Por Guillermo Piro |
Además de ser un crítico y un panfletista dedicado e
insuperable y uno de los primeros teóricos del llamado formalismo ruso, Viktor
Shklovski fue un biógrafo, igualmente dedicado e insuperable.
Escribió las
biografías de Marco Polo, de Sergei Eisenstein y de Vladimir Maiakovski.
Naturalmente no conoció personalmente a Marco Polo, pero sí a Eisenstein y a
Maiakovski, de modo que ciertas historias vienen de primera mano, y aunque
algunas puedan no parecer ciertas, siempre son bellas.
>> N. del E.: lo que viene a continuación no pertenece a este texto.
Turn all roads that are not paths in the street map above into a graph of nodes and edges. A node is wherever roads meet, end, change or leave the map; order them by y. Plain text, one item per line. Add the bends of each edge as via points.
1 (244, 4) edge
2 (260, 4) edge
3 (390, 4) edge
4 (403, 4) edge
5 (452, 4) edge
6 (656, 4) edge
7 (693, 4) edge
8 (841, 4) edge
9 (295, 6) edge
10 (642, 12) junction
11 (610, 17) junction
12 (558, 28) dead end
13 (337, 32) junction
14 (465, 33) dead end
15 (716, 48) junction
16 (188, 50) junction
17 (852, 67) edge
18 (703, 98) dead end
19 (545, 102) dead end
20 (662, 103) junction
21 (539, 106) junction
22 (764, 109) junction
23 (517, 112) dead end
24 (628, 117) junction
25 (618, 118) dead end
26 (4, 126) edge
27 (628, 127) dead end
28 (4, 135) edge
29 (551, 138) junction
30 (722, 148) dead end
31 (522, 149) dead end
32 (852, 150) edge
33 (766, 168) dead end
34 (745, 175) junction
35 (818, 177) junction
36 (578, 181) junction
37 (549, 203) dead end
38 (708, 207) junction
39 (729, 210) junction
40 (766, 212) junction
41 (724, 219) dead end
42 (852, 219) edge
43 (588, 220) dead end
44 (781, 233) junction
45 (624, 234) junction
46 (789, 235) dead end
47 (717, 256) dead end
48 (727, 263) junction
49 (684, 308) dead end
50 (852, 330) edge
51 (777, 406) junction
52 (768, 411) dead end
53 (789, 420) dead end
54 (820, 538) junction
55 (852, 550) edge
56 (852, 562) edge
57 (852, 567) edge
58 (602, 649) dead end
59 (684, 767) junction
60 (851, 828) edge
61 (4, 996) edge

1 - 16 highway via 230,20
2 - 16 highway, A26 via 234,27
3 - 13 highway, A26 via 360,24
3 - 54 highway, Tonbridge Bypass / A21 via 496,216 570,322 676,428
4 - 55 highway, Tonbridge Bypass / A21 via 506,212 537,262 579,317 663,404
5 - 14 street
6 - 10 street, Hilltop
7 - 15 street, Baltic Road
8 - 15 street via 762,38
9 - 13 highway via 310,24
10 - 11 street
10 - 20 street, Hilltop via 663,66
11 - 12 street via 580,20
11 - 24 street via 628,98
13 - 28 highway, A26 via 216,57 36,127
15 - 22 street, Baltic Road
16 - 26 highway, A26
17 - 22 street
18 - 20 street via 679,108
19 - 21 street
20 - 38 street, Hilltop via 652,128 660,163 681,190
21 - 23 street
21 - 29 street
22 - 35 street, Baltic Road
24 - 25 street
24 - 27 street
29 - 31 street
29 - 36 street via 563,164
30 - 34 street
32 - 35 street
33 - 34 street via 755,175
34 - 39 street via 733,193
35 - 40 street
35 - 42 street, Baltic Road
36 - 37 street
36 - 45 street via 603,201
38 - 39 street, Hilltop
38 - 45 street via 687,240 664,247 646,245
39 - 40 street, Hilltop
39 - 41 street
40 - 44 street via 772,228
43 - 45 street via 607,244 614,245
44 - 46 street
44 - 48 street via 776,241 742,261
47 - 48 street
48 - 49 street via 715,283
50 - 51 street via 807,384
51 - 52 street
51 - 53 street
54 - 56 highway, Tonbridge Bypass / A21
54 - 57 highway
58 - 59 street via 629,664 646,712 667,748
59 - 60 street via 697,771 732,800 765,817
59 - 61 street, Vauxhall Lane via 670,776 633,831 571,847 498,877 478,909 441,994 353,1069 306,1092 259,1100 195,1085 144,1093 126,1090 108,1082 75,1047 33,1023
Por ejemplo, de Maiakovski cuenta un par de cosas
maravillosas. Cuenta Shklovski cómo, en el frío bajo cero de Moscú, camina
hacia su casa en compañía de Maiakovski y un par de amigos más, y cómo la
caminata se ve todo el tiempo interrumpida por Maiakovski, que cada tanto se detenía,
se sacaba el mitón de la mano derecha, tomaba una lapicera del bolsillo y se
ponía a anotar rimas en una libreta negra, en medio de la vereda.
Shklovski y sus acompañantes deben esperar a que termine
pateando el suelo para mantenerse en calor, echando nubes de vapor por la boca,
congelándose. Maiakovski repite el ritual tres o cuatro veces durante el
trayecto, hasta que finalmente llegan a la casa de Shklovski y Maiakovski se
encamina directamente a la cocina, enciende el horno, se quita los zapatos, se
sienta, mete los pies dentro del horno, saca la libreta y se pone a escribir un
poema con las rimas que acababa de anotar.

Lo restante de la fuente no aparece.